Estas tierras han permanecido intactas durante muchos años. La hierba ha crecido larga y silvestre y las matas se aferran con tenacidad al duro suelo. En la cabina, el hombre no tiene motivo alguno para dudar de la firmeza de la orilla donde se encuentra, hasta que un fragor extraño se desata en medio del susurro de los pinos y del zumbido de las sierras. El bulldozer emite un gruñido estridente, como un animal aterrorizado, cuando una enorme cantidad de tierra empieza a desplazarse. Los aullidos de los híbridos cobran mayor intensidad, y algunos, al percibir sonidos nuevos, comienzan a girar en círculo y a forcejear otra vez con las cadenas.

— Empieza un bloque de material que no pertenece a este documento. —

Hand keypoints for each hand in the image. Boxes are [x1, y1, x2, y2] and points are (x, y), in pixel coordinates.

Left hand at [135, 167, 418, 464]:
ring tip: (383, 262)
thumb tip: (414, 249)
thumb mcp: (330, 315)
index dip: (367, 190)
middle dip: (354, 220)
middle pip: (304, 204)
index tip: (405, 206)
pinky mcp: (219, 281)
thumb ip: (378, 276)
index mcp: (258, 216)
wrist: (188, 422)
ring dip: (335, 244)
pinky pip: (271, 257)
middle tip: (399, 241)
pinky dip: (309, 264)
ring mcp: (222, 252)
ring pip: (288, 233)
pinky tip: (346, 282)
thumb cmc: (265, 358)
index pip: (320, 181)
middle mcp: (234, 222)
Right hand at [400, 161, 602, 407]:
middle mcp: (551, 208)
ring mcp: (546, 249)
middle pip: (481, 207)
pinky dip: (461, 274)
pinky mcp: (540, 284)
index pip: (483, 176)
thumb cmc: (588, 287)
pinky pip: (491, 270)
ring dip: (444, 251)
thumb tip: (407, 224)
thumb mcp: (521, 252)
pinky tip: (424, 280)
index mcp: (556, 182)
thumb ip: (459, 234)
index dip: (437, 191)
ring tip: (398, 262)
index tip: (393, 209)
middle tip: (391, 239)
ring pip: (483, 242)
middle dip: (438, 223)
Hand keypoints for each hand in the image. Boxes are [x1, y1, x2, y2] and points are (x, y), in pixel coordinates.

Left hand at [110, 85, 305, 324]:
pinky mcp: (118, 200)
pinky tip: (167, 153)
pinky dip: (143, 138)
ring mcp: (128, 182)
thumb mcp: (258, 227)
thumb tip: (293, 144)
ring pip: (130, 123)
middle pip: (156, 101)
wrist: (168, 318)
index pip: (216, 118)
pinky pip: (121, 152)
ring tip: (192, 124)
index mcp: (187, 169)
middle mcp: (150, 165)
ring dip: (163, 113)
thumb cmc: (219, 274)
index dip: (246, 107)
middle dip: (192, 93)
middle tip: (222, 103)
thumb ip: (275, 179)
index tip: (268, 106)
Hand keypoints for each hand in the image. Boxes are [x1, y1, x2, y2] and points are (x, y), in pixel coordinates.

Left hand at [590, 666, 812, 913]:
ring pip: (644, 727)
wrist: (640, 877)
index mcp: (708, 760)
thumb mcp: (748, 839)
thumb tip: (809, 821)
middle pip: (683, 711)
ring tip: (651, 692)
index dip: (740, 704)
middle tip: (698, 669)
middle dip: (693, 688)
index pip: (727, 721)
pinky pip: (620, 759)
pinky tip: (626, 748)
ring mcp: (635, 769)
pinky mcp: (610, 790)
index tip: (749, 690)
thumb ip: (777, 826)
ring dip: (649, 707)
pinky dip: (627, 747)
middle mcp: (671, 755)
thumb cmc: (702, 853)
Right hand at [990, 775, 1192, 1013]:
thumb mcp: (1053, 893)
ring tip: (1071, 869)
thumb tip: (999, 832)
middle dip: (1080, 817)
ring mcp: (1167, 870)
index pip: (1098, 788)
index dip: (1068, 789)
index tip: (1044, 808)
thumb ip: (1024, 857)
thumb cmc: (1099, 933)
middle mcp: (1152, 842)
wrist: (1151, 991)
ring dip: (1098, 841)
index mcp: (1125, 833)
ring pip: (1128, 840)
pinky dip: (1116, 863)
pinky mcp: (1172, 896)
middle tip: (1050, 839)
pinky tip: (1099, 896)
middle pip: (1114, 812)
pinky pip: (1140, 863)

Al hundirse una sección de la orilla afloran las raíces de una picea blanca, que se inclina poco a poco hasta caer al agua creando ondas en la mansa superficie del lago. A su lado, el bulldozer parece quedar suspendido por un momento, con una oruga adherida todavía al suelo y la otra sobre el espacio vacío, y enseguida empieza a ladearse. Huyendo del peligro, el operario salta para apartarse del vehículo mientras éste vuelca y cae ruidosamente en los bajíos. Los otros dejan sus herramientas y echan a correr hacia él. Se abren paso hasta la nueva orilla, donde las aguas marrones se han apresurado ya a aprovecharse del repentino ensanchamiento de las márgenes. Su compañero, empapado y tembloroso, se levanta por su propio pie en el lago, fuerza una sonrisa y alza una mano para indicarles que está bien. Los hombres apiñados en la orilla contemplan el bulldozer allí varado. Un par de ellos lanza desganados vítores. A su izquierda, otra enorme placa de tierra se disgrega y se desploma en el agua, pero ellos apenas se dan cuenta al concentrar sus esfuerzos en ayudar a salir del agua fría a su compañero.